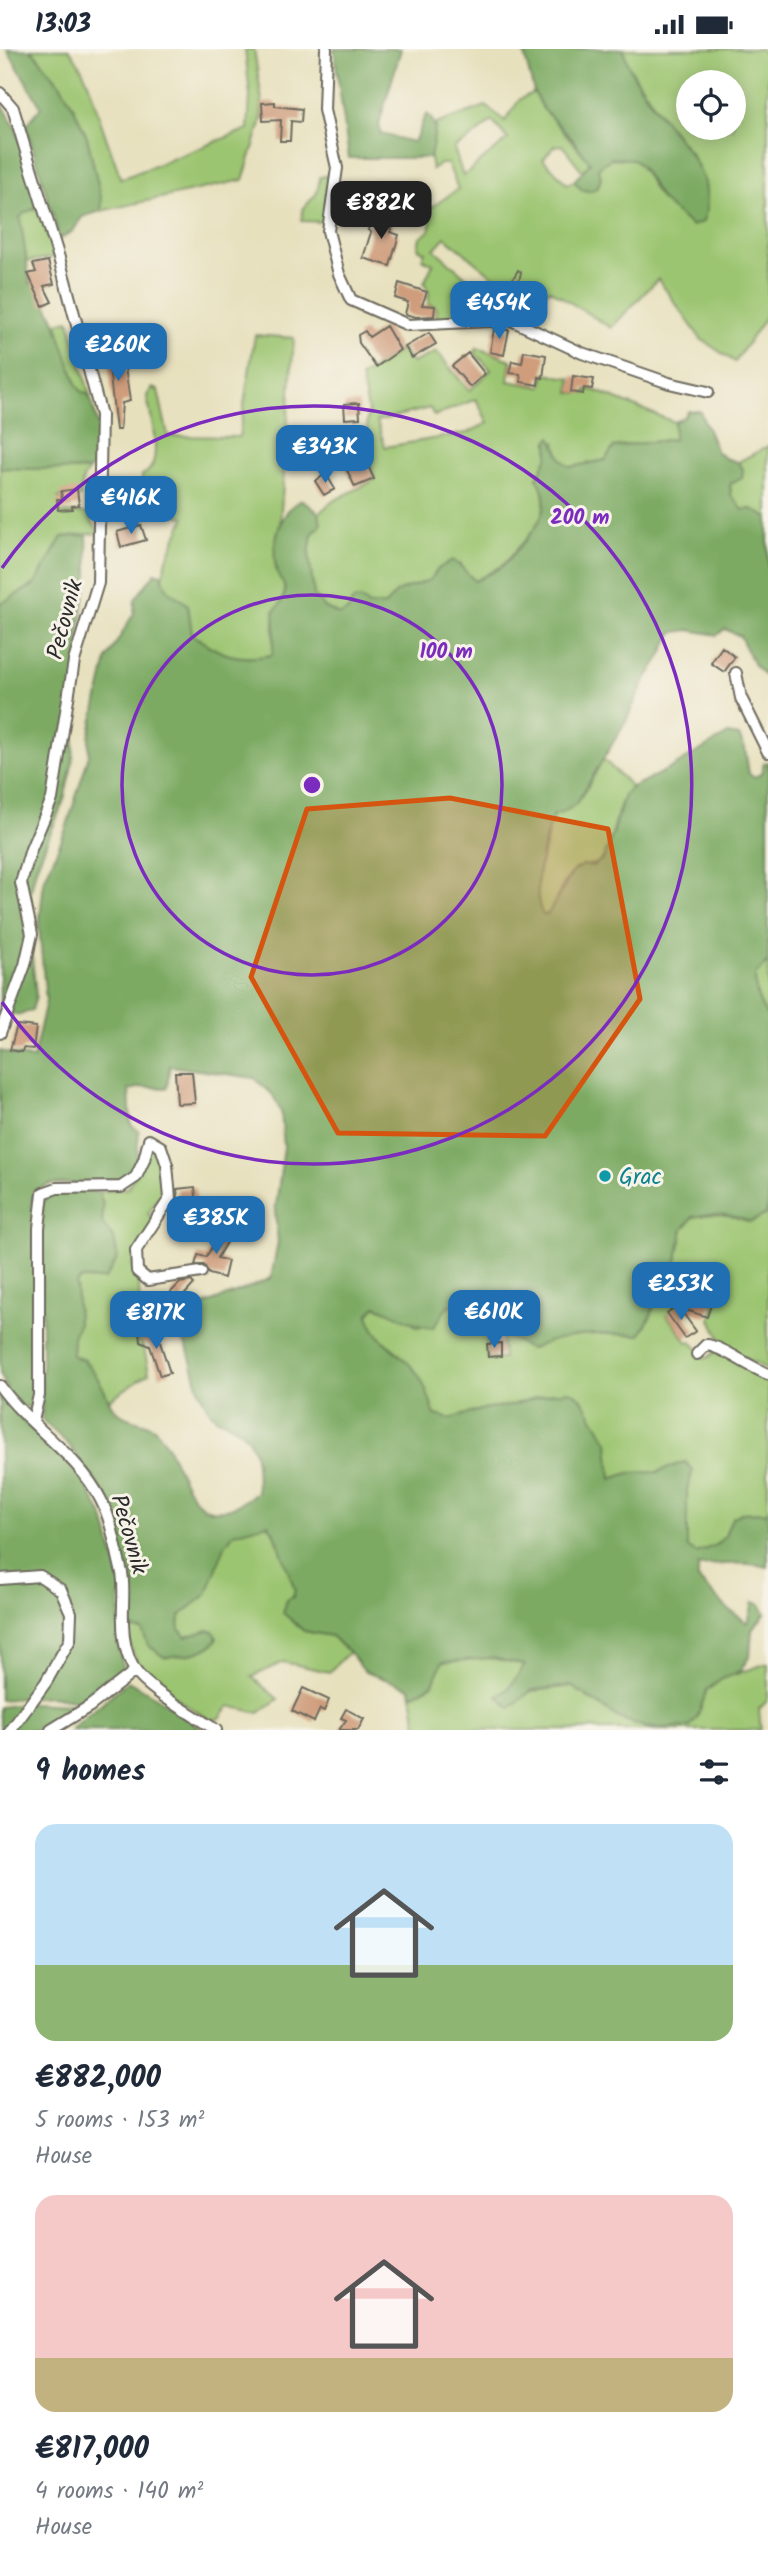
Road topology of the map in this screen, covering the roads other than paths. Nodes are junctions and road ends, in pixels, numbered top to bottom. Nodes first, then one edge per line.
1 (326, 49) edge
2 (0, 93) edge
3 (708, 392) dead end
4 (736, 673) dead end
5 (768, 752) edge
6 (0, 1033) edge
7 (201, 1272) dead end
8 (697, 1354) dead end
9 (768, 1374) edge
10 (0, 1386) edge
11 (33, 1421) junction
12 (0, 1579) edge
13 (135, 1671) junction
14 (11, 1730) edge
15 (51, 1730) edge
16 (216, 1730) edge

1 - 3 street
2 - 6 street, Pečovnik
4 - 5 street
7 - 11 street
8 - 9 street
10 - 11 street, Pečovnik
11 - 13 street, Pečovnik
12 - 14 street
13 - 15 street
13 - 16 street

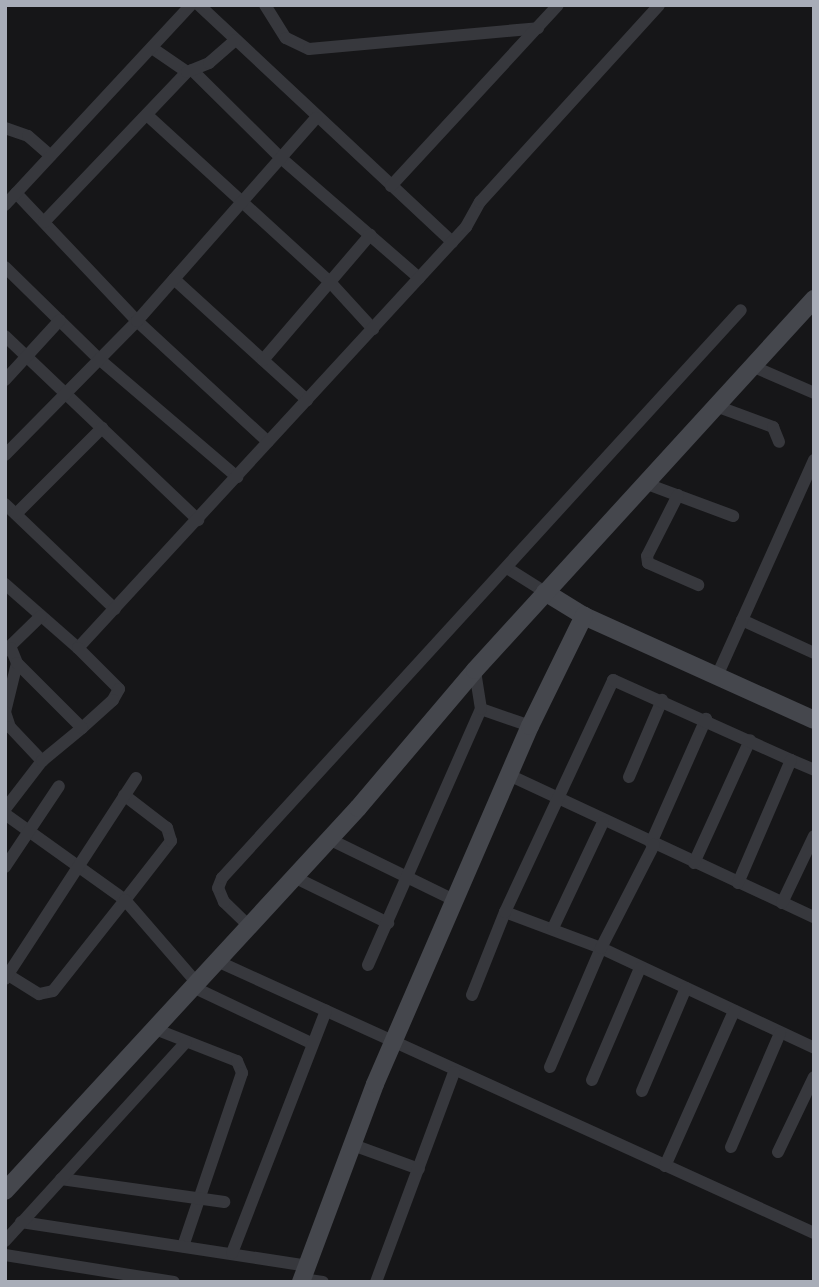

• • • •

- _Work item_:
Give every entry again as it is, dropping its pictures.

- _Result_:
Road topology of the map in this screen, covering the roads other than paths. Nodes are junctions and road ends, in pixels, numbered top to bottom. Nodes first, then one edge per line.
1 (326, 49) edge
2 (0, 93) edge
3 (708, 392) dead end
4 (736, 673) dead end
5 (768, 752) edge
6 (0, 1033) edge
7 (201, 1272) dead end
8 (697, 1354) dead end
9 (768, 1374) edge
10 (0, 1386) edge
11 (33, 1421) junction
12 (0, 1579) edge
13 (135, 1671) junction
14 (11, 1730) edge
15 (51, 1730) edge
16 (216, 1730) edge

1 - 3 street
2 - 6 street, Pečovnik
4 - 5 street
7 - 11 street
8 - 9 street
10 - 11 street, Pečovnik
11 - 13 street, Pečovnik
12 - 14 street
13 - 15 street
13 - 16 street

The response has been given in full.